The large conjunct approach, which stands in opposition to such a small conjunct approach, attempts to address such data in terms full underlying clauses. For instance:

(1) [Frank saw {a girl}] and [Bill greeted a girl].

The pointy brackets { } indicate material that has been elided or deleted and is therefore not actually present on the surface. It should be apparent why such an analysis can be called a 'large conjunct' approach. Exactly what the underlying mechanism is called that elides or deletes missing material varies. Some might call it Conjunction Reduction or Right Node Raising or...

The problem with the large conjunct approach is that it suggests a meaning should be present that is often not available. Consider the contrast in meaning across the next two sentences:

(2) [Larry scrounged together] and [Sam borrowed] a total of 1000 dollars.

(3) [Larry scrounged together {a total of 1000 dollars}] and [Sam borrowed a total of 1000 dollars].

The analysis indicated in (3) assumes large conjuncts, that is, the conjuncts are complete clauses underlyingly and an ellipsis or deletion mechanism reduces the first clause down to its surface appearance. In contrast, the analysis indicated in (2) assumes small conjuncts, which means no appeal to ellipsis or deletion is made. It should be apparent that only the small conjunct approach captures the intended meaning, which is such that there is 1000 dollars altogether, not 2000 dollars.

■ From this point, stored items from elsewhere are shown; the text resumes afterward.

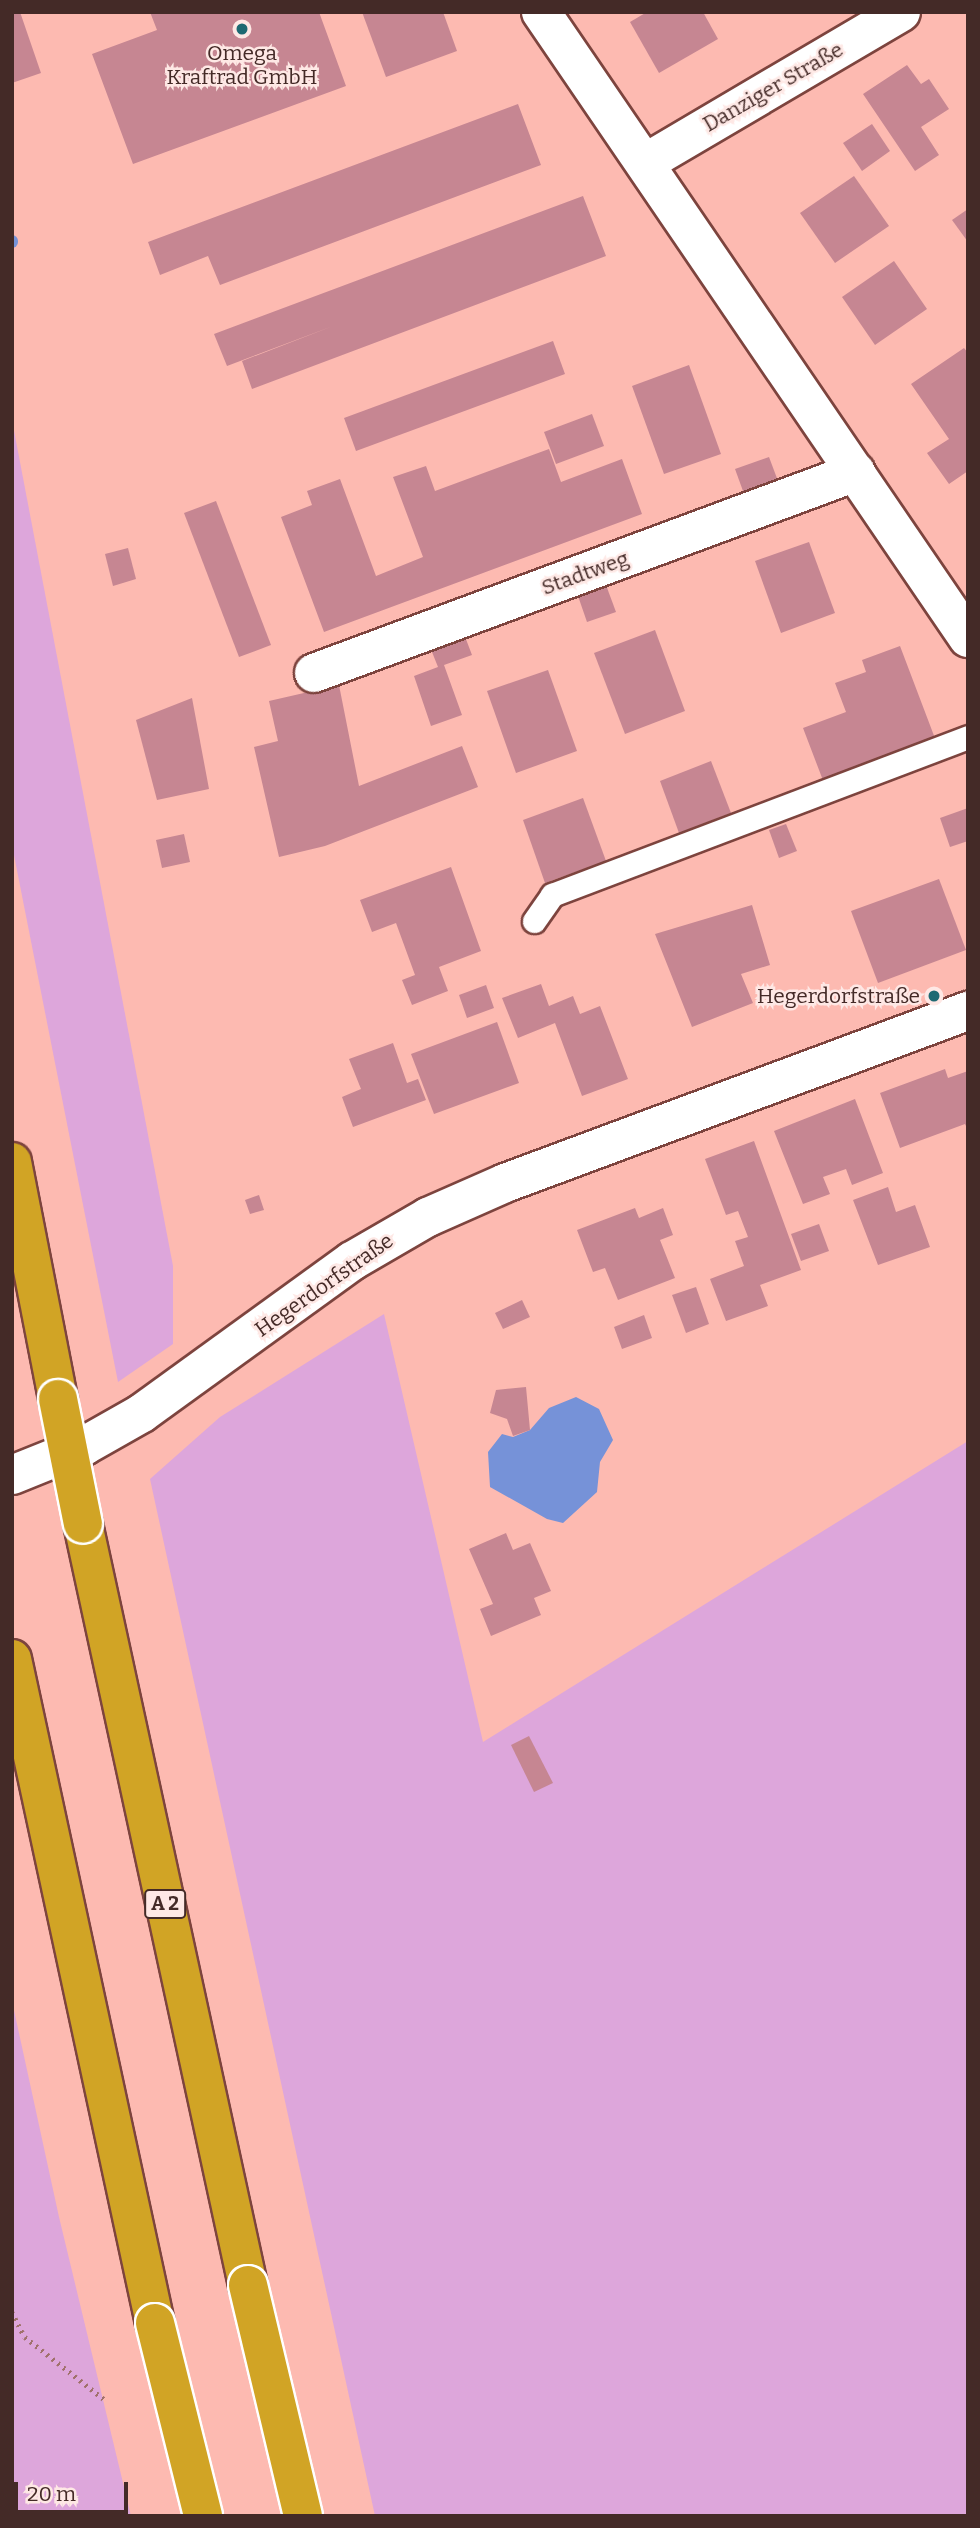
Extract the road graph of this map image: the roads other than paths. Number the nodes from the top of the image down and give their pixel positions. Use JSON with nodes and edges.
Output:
{"nodes":[{"id":1,"x":541,"y":12,"type":"edge"},
{"id":2,"x":901,"y":12,"type":"edge"},
{"id":3,"x":645,"y":163,"type":"junction"},
{"id":4,"x":856,"y":472,"type":"junction"},
{"id":5,"x":968,"y":638,"type":"edge"},
{"id":6,"x":314,"y":673,"type":"dead end"},
{"id":7,"x":968,"y":737,"type":"edge"},
{"id":8,"x":534,"y":921,"type":"dead end"},
{"id":9,"x":968,"y":1011,"type":"edge"},
{"id":10,"x":12,"y":1162,"type":"edge"},
{"id":11,"x":12,"y":1475,"type":"edge"},
{"id":12,"x":12,"y":1658,"type":"edge"},
{"id":13,"x":203,"y":2516,"type":"edge"},
{"id":14,"x":303,"y":2516,"type":"edge"}],
"edges":[{"from":1,"to":3,"type":"street"},
{"from":2,"to":3,"type":"street","name":"Danziger Straße"},
{"from":3,"to":4,"type":"street"},
{"from":4,"to":5,"type":"street"},
{"from":4,"to":6,"type":"street","name":"Stadtweg"},
{"from":7,"to":8,"type":"lane"},
{"from":9,"to":11,"type":"street","name":"Hegerdorfstraße"},
{"from":10,"to":14,"type":"highway","number":"A 2","bridge":true},
{"from":12,"to":13,"type":"highway","bridge":true}]}
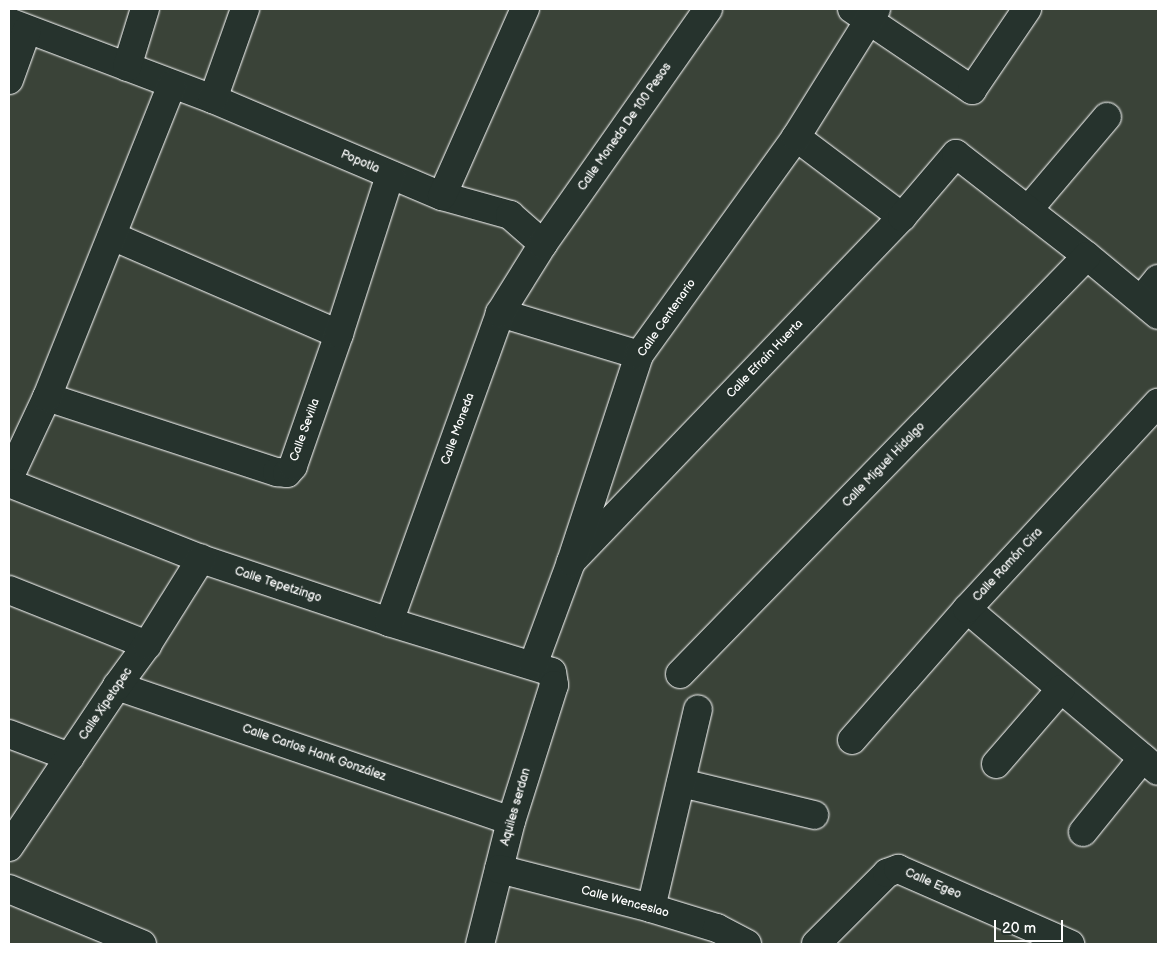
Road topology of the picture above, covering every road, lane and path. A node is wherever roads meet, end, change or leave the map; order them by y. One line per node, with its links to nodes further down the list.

Given that the small conjunct approach comes out ahead in this area, it is nevertheless challenged in major ways. Above all, it has to account for the nature of the non-constituent strings that can and cannot be coordinated.

Finally, note that most phrase structure grammars in general are challenged in major ways by such data, since the implication is that the phrase/constituent is not the crucial unit of analysis that one needs to establish a tractable approach to coordination.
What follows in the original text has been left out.